Embracing Microservices : Data Consistency

Overview

At this new microservices article we will discuss the concept of data and its impact on our microservices architecture design. Data consistency refers to the state where all data related to an event within our system remains consistent. Our main goal is to achieve data consistency in our system, both in ideal scenarios and under varying conditions.

Example

For instance, when a customer places an order on our website, we need to update the stock levels, create delivery records, and send confirmation emails. These actions are triggered by a single event in the new system, which involves placing an order. Under normal circumstances, we can successfully send the email, update the stock, and create the order record.

However, there may be situations where things don’t go as planned. For example, when checking the stock levels, you might discover insufficient stock, requiring the order to be canceled. Even in such cases, data consistency is crucial. The records associated with the order must either be undone or updated to reflect the cancellation.

Traditionally, handling events within a system involved treating the entire event, along with all associated data updates and creations, as a single transaction. Transactions group all data operations together, allowing for successful commits when all operations within the transaction are completed. In case of any failure, the entire transaction can be rolled back, reverting all data changes associated with that transaction.

Implementing the transaction mechanism in traditional monolithic systems was relatively straightforward because all the required data resided in a single, unified database. This centralized data approach made it easier to lock the data and ensure consistency using concurrency mechanisms.

aT mICROSERVICES

However, when it comes to microservices architecture, implementing transactions can be complex. This is because our system now consists of a distributed architecture with multiple components and services, each performing different functions. Furthermore, not only is your architecture distributed, but your data is also distributed. So, when you place an order, the data associated with that order is spread across multiple services. Consequently, you have to interact with multiple services to update the data related to the order. For example, you might communicate with an order service to create the order record, a stock service to check and update stock levels, and an email service to generate the email confirmation record. The entire transaction for an order is now distributed across the architecture.

In a microservices architecture, executing a distributed transaction heavily relies on the network infrastructure. This reliance introduces significant impacts on the transaction process.

For example, if there were inadequate stock levels, the transaction would need to be rolled back. However, with the involvement of the network infrastructure, there is an added risk. When checking the stock levels, the stock service may not be accessible due to a network issue. In such cases, the transaction needs to be handled and rolled back appropriately to ensure data consistency, such as canceling the order.

The CAP theorem, which states that network failures are inevitable, becomes particularly relevant in distributed systems. When designing transactions within such a system, one must consider the trade-off between data availability and data consistency.

At this article , we will explore patterns that help guarantee data consistency in your microservices architecture. However, it is essential to understand that these patterns often require making compromises between availability and consistency.

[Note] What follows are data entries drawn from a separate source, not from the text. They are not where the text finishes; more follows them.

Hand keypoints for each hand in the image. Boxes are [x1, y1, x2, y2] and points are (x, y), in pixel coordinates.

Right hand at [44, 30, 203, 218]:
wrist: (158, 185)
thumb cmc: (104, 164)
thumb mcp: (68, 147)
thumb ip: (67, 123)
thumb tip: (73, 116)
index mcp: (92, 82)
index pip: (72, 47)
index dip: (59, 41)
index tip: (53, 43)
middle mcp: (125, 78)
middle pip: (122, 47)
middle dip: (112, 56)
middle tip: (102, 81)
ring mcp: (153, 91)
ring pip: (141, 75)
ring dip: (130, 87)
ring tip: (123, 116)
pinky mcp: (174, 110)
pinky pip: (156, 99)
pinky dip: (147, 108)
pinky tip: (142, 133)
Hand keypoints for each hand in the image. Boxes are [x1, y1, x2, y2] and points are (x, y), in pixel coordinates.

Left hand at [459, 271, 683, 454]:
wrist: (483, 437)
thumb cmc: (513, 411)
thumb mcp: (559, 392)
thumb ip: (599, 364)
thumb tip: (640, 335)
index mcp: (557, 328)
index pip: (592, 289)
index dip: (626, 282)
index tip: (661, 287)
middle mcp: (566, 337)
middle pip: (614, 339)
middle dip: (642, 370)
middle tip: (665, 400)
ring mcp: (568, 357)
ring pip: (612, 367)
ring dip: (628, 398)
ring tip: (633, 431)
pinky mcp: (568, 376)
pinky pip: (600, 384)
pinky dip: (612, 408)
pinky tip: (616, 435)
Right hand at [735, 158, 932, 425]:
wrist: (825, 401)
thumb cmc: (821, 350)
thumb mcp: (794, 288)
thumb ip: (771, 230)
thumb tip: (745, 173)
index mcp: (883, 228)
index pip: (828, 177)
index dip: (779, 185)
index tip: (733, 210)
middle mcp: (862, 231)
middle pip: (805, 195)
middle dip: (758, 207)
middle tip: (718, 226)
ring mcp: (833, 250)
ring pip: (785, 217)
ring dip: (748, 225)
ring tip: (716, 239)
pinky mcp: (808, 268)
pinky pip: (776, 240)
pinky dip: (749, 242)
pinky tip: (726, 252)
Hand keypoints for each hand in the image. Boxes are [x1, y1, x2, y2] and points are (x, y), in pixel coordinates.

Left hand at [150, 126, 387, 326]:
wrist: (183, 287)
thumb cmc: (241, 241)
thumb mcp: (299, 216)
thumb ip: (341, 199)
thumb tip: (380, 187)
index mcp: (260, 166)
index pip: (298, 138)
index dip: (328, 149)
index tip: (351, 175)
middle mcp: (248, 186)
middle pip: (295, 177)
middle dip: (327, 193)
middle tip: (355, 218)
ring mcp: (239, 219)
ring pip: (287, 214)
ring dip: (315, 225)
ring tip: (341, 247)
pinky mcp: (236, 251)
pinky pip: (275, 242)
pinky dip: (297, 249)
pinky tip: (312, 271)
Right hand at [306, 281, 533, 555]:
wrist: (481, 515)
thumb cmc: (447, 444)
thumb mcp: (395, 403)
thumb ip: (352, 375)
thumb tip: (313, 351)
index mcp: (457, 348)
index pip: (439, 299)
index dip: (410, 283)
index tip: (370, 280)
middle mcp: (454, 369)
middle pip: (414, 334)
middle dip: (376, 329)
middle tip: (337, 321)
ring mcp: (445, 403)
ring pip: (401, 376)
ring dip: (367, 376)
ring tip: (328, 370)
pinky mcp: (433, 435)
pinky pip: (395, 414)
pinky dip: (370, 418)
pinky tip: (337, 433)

Each pattern we introduce will emphasize the specific compromises made to achieve data consistency within your microservices architecture

CAP Theorem Briefing

The CAP theorem is a fundamental principle in distributed computing that identifies trade-offs between three desirable properties: Consistency, Availability, and Partition Tolerance. The theorem is named CAP, representing the first letters of these three properties, and it states that a distributed system can only satisfy two out of these three properties at the same time. Here’s a breakdown of these properties:

  1. Consistency: Every read operation from the system returns the most recent write. This property ensures that all nodes see the same data at the same time. An example of a consistent system is a single-node database. The CAP theorem’s consistency is equivalent to linearizability or atomic consistency, which is a very strong form of consistency.
  2. Availability: Every request to the system returns a response (without any error) about whether it succeeded or failed. This property ensures that the system remains operational and responsive despite failures.
  3. Partition Tolerance: The system continues to function despite network partitions or message loss. A network partition is a communication break within the system, typically due to a network outage, where a group of nodes can’t communicate with one or more other nodes.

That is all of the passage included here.